Unfortunately two hitches occurred with the delivery, both not catastrophic, but both bothersome (one more than the other).

The less bothersome one first:
The feeder (finally) filled
I had ordered syrup from Patrick, but he brought none. As the bees had stores in the nuc, this was not a major issue, but it did mean I had to spend the evening making syrup (see separate entry on this). I fed them the next day and all was fine. But irksome nevertheless.

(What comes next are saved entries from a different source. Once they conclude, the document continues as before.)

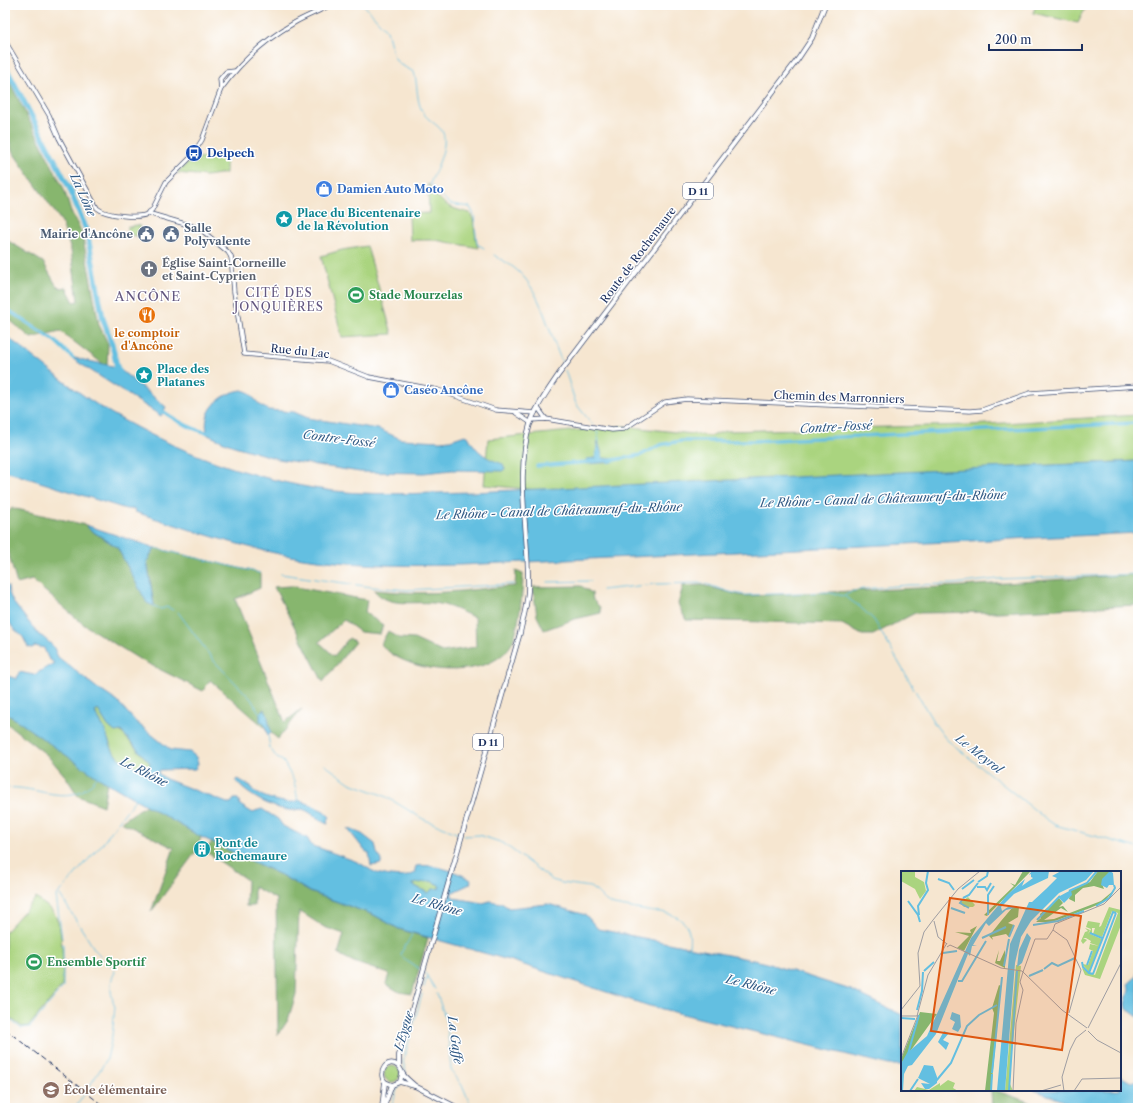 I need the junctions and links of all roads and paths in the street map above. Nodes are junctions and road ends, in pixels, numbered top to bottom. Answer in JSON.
{"nodes":[{"id":1,"x":330,"y":5,"type":"edge"},
{"id":2,"x":824,"y":5,"type":"edge"},
{"id":3,"x":5,"y":41,"type":"edge"},
{"id":4,"x":235,"y":71,"type":"junction"},
{"id":5,"x":230,"y":72,"type":"junction"},
{"id":6,"x":232,"y":76,"type":"junction"},
{"id":7,"x":221,"y":83,"type":"junction"},
{"id":8,"x":226,"y":83,"type":"junction"},
{"id":9,"x":221,"y":89,"type":"junction"},
{"id":10,"x":152,"y":212,"type":"junction"},
{"id":11,"x":1138,"y":386,"type":"edge"},
{"id":12,"x":538,"y":408,"type":"junction"},
{"id":13,"x":515,"y":412,"type":"junction"},
{"id":14,"x":535,"y":413,"type":"junction"},
{"id":15,"x":546,"y":419,"type":"junction"},
{"id":16,"x":531,"y":421,"type":"junction"},
{"id":17,"x":399,"y":1055,"type":"junction"},
{"id":18,"x":391,"y":1064,"type":"junction"},
{"id":19,"x":399,"y":1066,"type":"junction"},
{"id":20,"x":402,"y":1074,"type":"junction"},
{"id":21,"x":385,"y":1082,"type":"junction"},
{"id":22,"x":400,"y":1082,"type":"junction"},
{"id":23,"x":392,"y":1085,"type":"junction"},
{"id":24,"x":415,"y":1086,"type":"junction"},
{"id":25,"x":5,"y":1106,"type":"edge"},
{"id":26,"x":8,"y":1108,"type":"edge"},
{"id":27,"x":383,"y":1108,"type":"edge"},
{"id":28,"x":458,"y":1108,"type":"edge"}],
"edges":[{"from":1,"to":4,"type":"street"},
{"from":2,"to":12,"type":"main road","name":"Route de Rochemaure","number":"D 11"},
{"from":3,"to":10,"type":"street"},
{"from":4,"to":5,"type":"street"},
{"from":4,"to":6,"type":"street"},
{"from":5,"to":6,"type":"street"},
{"from":5,"to":7,"type":"street"},
{"from":6,"to":8,"type":"street"},
{"from":7,"to":8,"type":"street"},
{"from":7,"to":9,"type":"street"},
{"from":8,"to":9,"type":"street"},
{"from":9,"to":10,"type":"street"},
{"from":10,"to":13,"type":"street","name":"Rue du Lac"},
{"from":11,"to":15,"type":"street","name":"Chemin des Marronniers"},
{"from":12,"to":14,"type":"main road","name":"Route de Rochemaure","number":"D 11"},
{"from":12,"to":15,"type":"street"},
{"from":13,"to":14,"type":"street","name":"Rue du Lac"},
{"from":13,"to":16,"type":"street"},
{"from":14,"to":16,"type":"main road","name":"Route de Rochemaure","number":"D 11"},
{"from":15,"to":16,"type":"street","name":"Chemin des Marronniers"},
{"from":16,"to":17,"type":"main road","name":"Route de Rochemaure","number":"D 11"},
{"from":17,"to":18,"type":"main road"},
{"from":17,"to":19,"type":"main road"},
{"from":18,"to":19,"type":"main road"},
{"from":18,"to":21,"type":"main road"},
{"from":19,"to":20,"type":"main road"},
{"from":20,"to":22,"type":"main road"},
{"from":20,"to":24,"type":"main road"},
{"from":21,"to":23,"type":"main road"},
{"from":21,"to":27,"type":"main road"},
{"from":22,"to":23,"type":"main road"},
{"from":22,"to":24,"type":"main road"},
{"from":23,"to":27,"type":"main road"},
{"from":24,"to":28,"type":"main road"},
{"from":25,"to":26,"type":"main road"}]}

Now the more bothersome one, which has longer term consequences:
Although I had said I had a standard hive with a deep brood chamber, Patrick took this to mean a normal one. Apparently I should have said a 12x14 (how is a beginner meant to know?). So the frames that he delivered the nucs on are all too shallow. Not a huge problem, really, other than that you have to be very careful with your timings, so you don't breed varroa. Basically, the bees will draw out the comb underneath the shallow frames as drone comb. Drone comb has more varroa in it, so with four half frames of drone comb I could be breeding varroa destructor and the destruction of both my colonies. The answer is to cut the capped drone cells off and destroy them. But really, I would have liked to decide myself whether and when I want to carry out drone trapping (as it's called) and not be forced to cull all or most of my drone cells every 22 days or so (drones hatch after 24 days, so you have to eradicate them before they hatch - or else you will have released the varroa mites.
Basically what I will do is try to remove a few of the shallow frames by hanging them at the edge of the colony (if enough is laid out), so that after the larvae hatch, the cells won't be relaid as quickly and I can replace with new frames of just foundation. Will see how that goes and let you know.